*** Block opens ***

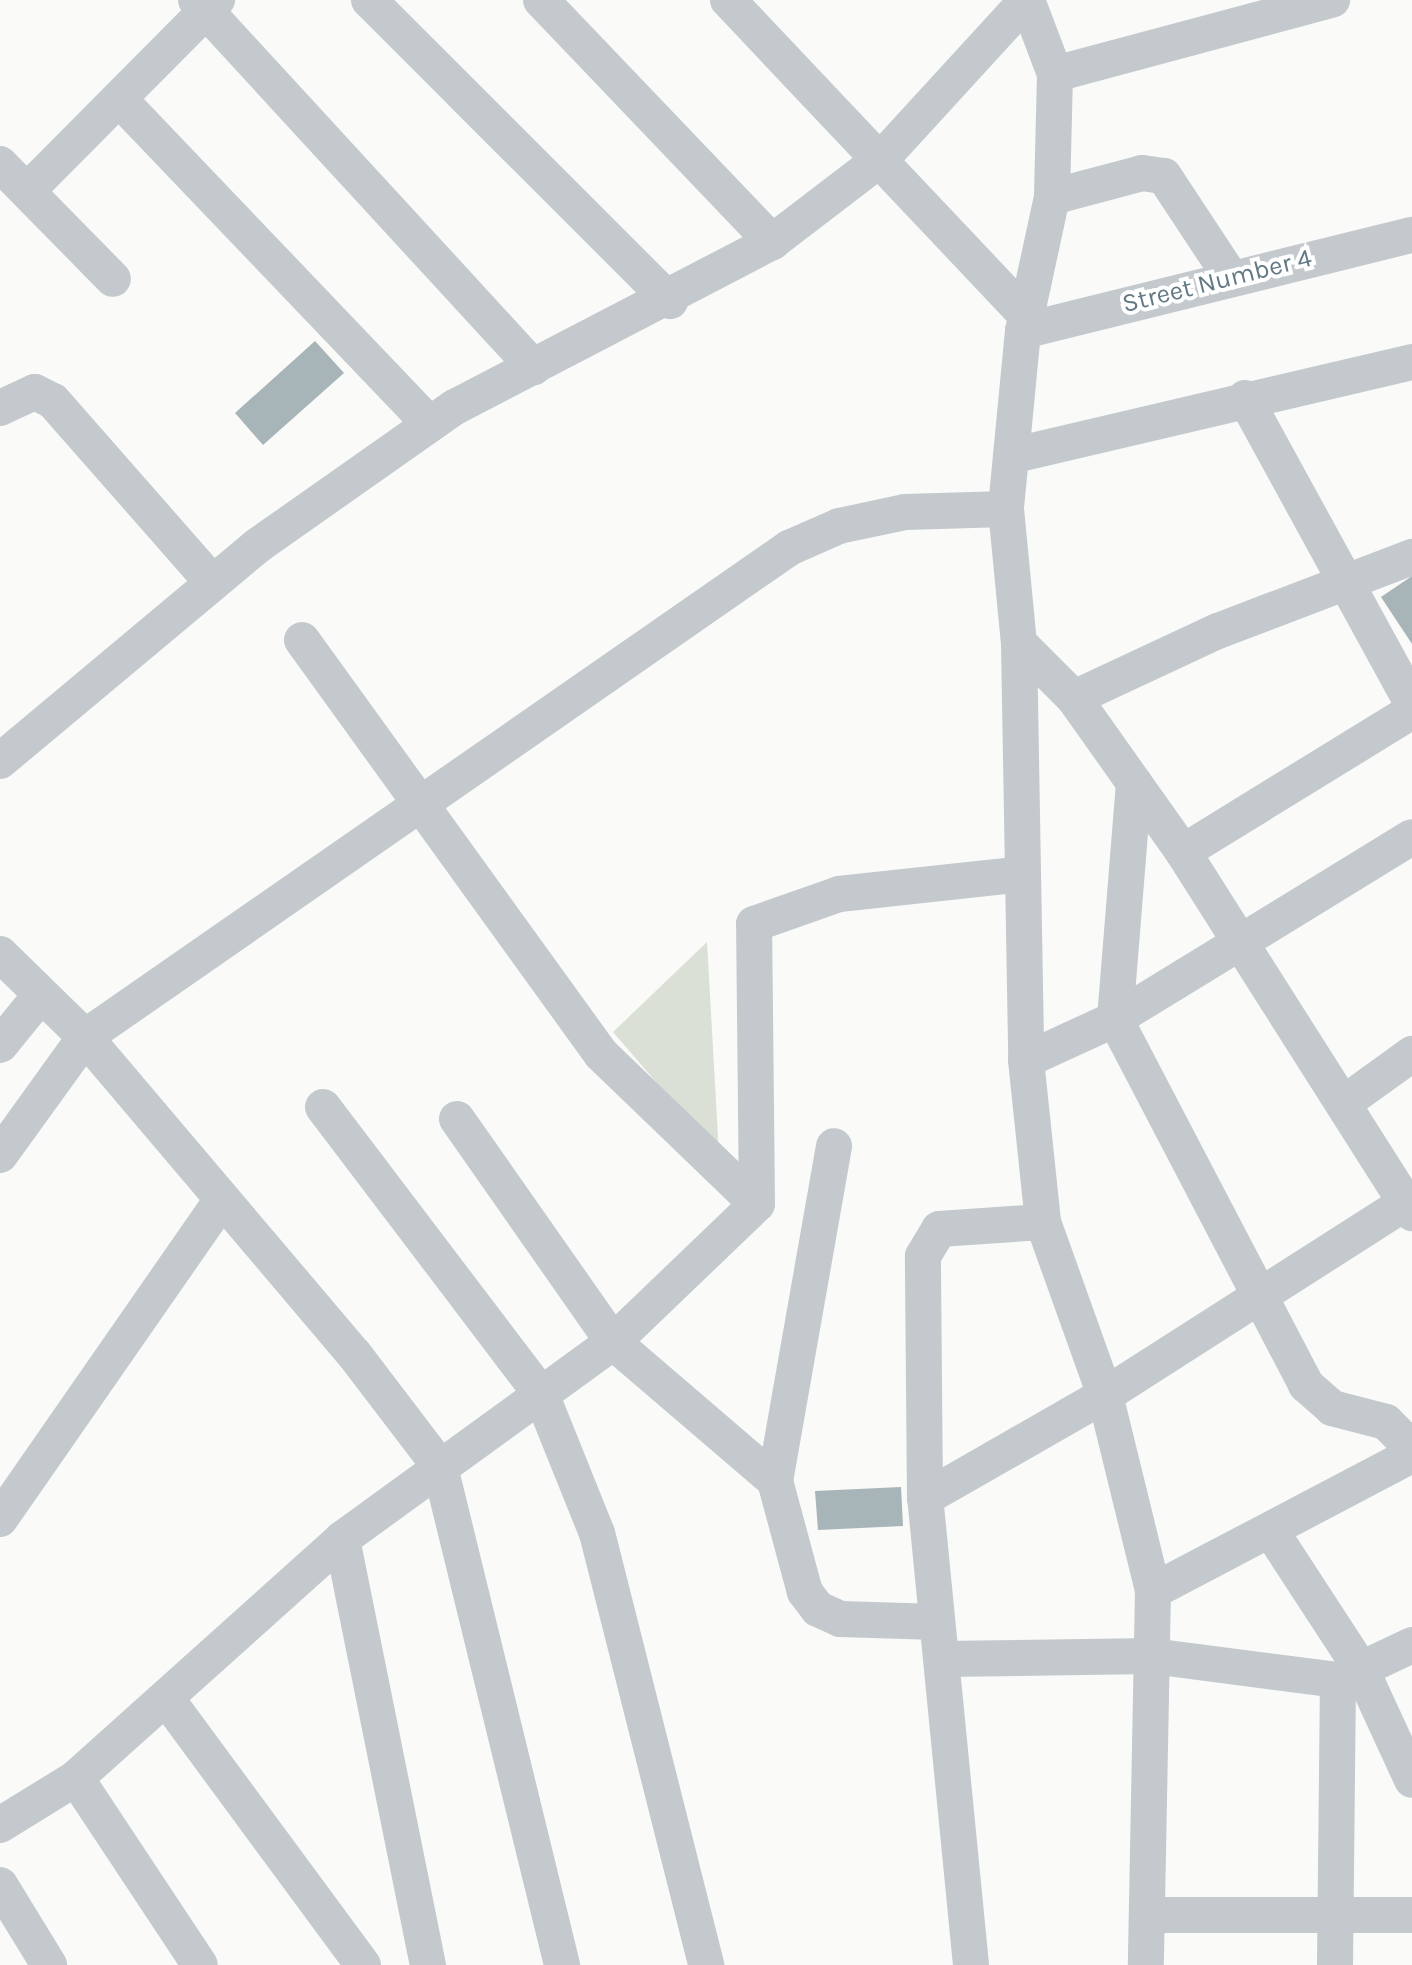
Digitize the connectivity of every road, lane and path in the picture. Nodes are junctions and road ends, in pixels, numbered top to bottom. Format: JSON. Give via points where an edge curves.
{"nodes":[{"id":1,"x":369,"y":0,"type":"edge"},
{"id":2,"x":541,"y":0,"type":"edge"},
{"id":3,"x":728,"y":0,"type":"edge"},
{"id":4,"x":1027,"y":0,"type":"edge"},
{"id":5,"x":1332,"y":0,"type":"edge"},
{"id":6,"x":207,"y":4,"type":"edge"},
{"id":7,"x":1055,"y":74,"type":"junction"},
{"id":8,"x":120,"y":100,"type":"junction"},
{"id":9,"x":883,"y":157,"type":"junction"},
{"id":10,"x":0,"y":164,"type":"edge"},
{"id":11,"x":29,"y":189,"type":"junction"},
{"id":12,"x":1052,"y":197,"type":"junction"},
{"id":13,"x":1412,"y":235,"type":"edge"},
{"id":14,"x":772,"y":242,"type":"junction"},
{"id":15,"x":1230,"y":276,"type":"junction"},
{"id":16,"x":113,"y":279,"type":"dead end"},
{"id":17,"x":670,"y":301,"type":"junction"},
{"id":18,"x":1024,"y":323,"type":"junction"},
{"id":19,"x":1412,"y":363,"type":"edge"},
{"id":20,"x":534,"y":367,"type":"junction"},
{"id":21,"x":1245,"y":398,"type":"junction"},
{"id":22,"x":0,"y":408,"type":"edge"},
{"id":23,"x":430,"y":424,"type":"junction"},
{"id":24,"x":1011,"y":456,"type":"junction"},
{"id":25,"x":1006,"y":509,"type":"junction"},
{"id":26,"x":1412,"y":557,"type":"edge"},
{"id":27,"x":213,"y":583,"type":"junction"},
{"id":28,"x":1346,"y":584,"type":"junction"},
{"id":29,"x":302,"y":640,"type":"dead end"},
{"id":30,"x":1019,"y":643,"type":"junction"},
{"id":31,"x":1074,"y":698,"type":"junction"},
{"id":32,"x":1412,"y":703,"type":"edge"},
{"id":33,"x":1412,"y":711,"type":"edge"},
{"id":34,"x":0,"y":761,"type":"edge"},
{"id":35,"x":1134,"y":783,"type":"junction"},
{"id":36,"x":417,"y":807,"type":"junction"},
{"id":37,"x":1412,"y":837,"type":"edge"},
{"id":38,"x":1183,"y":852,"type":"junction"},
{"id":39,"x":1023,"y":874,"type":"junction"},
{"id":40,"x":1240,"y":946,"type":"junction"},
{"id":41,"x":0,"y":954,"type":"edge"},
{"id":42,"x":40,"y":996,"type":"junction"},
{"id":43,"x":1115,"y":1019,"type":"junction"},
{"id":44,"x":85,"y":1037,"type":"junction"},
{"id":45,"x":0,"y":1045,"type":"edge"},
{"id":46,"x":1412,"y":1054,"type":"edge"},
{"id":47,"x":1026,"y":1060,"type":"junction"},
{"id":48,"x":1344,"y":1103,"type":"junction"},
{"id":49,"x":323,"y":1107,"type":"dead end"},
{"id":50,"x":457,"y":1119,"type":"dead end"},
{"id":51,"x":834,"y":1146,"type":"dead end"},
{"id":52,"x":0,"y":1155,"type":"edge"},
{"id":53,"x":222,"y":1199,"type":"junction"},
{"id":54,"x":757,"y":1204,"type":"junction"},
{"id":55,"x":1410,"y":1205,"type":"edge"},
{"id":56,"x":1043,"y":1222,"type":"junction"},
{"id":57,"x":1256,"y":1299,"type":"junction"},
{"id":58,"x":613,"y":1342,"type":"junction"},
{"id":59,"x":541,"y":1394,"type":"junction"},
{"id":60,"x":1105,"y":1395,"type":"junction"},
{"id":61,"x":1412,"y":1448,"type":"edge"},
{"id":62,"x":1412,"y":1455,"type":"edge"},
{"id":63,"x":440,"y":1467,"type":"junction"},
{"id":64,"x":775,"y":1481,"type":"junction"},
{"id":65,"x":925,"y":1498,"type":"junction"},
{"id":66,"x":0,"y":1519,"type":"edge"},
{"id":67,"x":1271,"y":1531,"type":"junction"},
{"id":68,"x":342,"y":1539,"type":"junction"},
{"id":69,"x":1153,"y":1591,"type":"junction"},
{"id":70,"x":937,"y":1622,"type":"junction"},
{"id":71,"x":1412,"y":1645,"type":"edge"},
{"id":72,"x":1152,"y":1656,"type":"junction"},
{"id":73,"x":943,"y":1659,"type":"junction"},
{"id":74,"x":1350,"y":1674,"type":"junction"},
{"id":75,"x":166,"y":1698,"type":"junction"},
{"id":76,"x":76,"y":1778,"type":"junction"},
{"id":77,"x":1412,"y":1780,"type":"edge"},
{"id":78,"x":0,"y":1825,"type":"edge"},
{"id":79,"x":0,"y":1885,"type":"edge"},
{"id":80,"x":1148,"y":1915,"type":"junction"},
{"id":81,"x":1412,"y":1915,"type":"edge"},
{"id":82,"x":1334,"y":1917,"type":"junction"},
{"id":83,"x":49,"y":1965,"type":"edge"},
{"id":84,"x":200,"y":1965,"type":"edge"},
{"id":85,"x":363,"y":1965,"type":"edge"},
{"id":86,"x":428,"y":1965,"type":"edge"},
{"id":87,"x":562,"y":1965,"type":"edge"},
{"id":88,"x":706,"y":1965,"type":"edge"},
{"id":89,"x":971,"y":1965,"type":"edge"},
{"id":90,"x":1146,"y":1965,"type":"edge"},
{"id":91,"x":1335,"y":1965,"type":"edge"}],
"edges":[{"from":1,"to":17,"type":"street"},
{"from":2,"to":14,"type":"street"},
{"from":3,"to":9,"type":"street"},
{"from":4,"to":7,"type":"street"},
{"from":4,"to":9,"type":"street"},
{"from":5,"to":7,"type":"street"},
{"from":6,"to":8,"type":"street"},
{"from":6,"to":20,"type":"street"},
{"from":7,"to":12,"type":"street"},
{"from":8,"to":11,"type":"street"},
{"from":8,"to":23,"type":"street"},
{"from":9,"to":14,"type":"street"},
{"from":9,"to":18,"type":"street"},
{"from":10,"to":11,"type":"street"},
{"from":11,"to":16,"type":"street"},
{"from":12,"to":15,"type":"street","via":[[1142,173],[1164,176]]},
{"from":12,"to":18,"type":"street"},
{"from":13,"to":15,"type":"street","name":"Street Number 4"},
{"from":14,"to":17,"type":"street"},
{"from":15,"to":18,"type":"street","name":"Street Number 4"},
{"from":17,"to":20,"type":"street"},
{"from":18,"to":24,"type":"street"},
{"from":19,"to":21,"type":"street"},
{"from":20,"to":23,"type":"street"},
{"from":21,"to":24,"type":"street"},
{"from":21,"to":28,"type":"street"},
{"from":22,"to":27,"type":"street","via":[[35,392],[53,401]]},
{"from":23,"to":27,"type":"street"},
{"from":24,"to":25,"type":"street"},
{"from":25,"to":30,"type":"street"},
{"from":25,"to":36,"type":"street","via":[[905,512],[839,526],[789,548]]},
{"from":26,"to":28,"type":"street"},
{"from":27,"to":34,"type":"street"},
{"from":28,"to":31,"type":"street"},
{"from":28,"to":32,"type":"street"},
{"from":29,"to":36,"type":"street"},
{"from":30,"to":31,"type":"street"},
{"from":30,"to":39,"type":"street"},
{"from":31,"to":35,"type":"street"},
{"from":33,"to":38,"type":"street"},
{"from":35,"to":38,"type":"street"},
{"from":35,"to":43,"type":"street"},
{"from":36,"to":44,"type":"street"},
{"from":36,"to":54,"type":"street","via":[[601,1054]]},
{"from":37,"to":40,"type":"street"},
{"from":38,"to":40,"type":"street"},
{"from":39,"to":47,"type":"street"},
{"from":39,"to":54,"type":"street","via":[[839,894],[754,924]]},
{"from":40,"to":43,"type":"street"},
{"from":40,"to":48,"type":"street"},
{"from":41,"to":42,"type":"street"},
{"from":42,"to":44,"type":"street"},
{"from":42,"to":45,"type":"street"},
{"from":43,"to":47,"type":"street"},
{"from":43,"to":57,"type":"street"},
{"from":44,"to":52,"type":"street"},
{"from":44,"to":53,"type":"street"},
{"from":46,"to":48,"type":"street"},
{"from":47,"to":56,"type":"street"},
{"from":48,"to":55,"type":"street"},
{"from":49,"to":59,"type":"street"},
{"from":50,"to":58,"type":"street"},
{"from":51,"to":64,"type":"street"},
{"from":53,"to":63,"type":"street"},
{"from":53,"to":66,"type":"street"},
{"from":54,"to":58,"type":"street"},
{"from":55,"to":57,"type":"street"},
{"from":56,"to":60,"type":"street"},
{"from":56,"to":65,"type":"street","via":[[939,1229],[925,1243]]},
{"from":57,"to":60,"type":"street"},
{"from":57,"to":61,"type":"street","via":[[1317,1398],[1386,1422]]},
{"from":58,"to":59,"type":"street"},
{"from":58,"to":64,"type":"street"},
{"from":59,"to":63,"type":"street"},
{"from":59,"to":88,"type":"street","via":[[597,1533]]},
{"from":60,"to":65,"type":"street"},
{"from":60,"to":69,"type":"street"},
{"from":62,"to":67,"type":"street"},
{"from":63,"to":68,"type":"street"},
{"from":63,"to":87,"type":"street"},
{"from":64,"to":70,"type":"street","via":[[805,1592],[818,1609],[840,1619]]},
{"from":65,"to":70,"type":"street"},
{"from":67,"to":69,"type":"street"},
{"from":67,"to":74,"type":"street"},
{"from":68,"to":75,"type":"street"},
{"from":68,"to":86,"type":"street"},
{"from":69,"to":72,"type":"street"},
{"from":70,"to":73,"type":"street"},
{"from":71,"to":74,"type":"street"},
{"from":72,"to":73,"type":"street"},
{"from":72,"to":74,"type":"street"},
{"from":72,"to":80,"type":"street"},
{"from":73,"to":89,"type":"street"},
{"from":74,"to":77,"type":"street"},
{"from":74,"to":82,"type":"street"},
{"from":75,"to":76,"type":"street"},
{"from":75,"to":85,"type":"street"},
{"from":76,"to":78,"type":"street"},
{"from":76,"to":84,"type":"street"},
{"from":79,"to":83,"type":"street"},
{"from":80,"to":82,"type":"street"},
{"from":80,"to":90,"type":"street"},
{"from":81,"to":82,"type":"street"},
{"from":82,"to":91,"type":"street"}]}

*** Block closes ***

Show every line from the listing above in which the string "name" appears.

{"from":13,"to":15,"type":"street","name":"Street Number 4"},
{"from":15,"to":18,"type":"street","name":"Street Number 4"},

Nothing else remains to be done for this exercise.